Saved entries
:::

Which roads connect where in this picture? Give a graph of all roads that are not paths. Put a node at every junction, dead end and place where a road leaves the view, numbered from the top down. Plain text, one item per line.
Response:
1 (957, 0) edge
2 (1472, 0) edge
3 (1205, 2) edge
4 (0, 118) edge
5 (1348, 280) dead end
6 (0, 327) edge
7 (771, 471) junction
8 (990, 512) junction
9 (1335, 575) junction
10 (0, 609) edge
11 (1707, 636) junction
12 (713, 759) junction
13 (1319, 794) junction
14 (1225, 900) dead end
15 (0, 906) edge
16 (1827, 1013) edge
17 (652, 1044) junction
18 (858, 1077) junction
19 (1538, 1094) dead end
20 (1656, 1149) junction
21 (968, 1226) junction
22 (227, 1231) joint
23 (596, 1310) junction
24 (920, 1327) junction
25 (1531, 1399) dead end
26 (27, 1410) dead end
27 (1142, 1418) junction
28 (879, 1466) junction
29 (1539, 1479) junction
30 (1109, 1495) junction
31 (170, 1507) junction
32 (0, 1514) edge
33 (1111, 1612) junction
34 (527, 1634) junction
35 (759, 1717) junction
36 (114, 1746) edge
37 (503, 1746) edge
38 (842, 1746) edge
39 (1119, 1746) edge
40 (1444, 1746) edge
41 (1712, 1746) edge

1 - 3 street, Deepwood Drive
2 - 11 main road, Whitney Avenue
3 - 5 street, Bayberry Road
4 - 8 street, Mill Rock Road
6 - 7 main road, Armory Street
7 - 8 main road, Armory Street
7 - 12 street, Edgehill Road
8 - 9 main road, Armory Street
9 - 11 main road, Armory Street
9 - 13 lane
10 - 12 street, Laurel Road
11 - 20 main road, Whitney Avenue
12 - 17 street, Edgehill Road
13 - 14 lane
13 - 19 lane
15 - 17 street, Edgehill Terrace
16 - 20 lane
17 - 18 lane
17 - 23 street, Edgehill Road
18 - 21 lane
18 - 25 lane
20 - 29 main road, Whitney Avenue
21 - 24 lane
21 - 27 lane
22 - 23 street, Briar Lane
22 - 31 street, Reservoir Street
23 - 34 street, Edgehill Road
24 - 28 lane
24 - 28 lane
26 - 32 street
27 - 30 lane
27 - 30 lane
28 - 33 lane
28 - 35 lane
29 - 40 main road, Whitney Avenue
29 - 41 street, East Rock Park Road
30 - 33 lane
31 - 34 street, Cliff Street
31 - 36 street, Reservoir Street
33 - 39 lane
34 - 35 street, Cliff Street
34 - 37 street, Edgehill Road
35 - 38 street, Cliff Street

:::

WORK ITEM:
Without any alteration, repeat each entry shown above.

WRITTEN RESPONSE:
Which roads connect where in this picture? Give a graph of all roads that are not paths. Put a node at every junction, dead end and place where a road leaves the view, numbered from the top down. Plain text, one item per line.
Response:
1 (957, 0) edge
2 (1472, 0) edge
3 (1205, 2) edge
4 (0, 118) edge
5 (1348, 280) dead end
6 (0, 327) edge
7 (771, 471) junction
8 (990, 512) junction
9 (1335, 575) junction
10 (0, 609) edge
11 (1707, 636) junction
12 (713, 759) junction
13 (1319, 794) junction
14 (1225, 900) dead end
15 (0, 906) edge
16 (1827, 1013) edge
17 (652, 1044) junction
18 (858, 1077) junction
19 (1538, 1094) dead end
20 (1656, 1149) junction
21 (968, 1226) junction
22 (227, 1231) joint
23 (596, 1310) junction
24 (920, 1327) junction
25 (1531, 1399) dead end
26 (27, 1410) dead end
27 (1142, 1418) junction
28 (879, 1466) junction
29 (1539, 1479) junction
30 (1109, 1495) junction
31 (170, 1507) junction
32 (0, 1514) edge
33 (1111, 1612) junction
34 (527, 1634) junction
35 (759, 1717) junction
36 (114, 1746) edge
37 (503, 1746) edge
38 (842, 1746) edge
39 (1119, 1746) edge
40 (1444, 1746) edge
41 (1712, 1746) edge

1 - 3 street, Deepwood Drive
2 - 11 main road, Whitney Avenue
3 - 5 street, Bayberry Road
4 - 8 street, Mill Rock Road
6 - 7 main road, Armory Street
7 - 8 main road, Armory Street
7 - 12 street, Edgehill Road
8 - 9 main road, Armory Street
9 - 11 main road, Armory Street
9 - 13 lane
10 - 12 street, Laurel Road
11 - 20 main road, Whitney Avenue
12 - 17 street, Edgehill Road
13 - 14 lane
13 - 19 lane
15 - 17 street, Edgehill Terrace
16 - 20 lane
17 - 18 lane
17 - 23 street, Edgehill Road
18 - 21 lane
18 - 25 lane
20 - 29 main road, Whitney Avenue
21 - 24 lane
21 - 27 lane
22 - 23 street, Briar Lane
22 - 31 street, Reservoir Street
23 - 34 street, Edgehill Road
24 - 28 lane
24 - 28 lane
26 - 32 street
27 - 30 lane
27 - 30 lane
28 - 33 lane
28 - 35 lane
29 - 40 main road, Whitney Avenue
29 - 41 street, East Rock Park Road
30 - 33 lane
31 - 34 street, Cliff Street
31 - 36 street, Reservoir Street
33 - 39 lane
34 - 35 street, Cliff Street
34 - 37 street, Edgehill Road
35 - 38 street, Cliff Street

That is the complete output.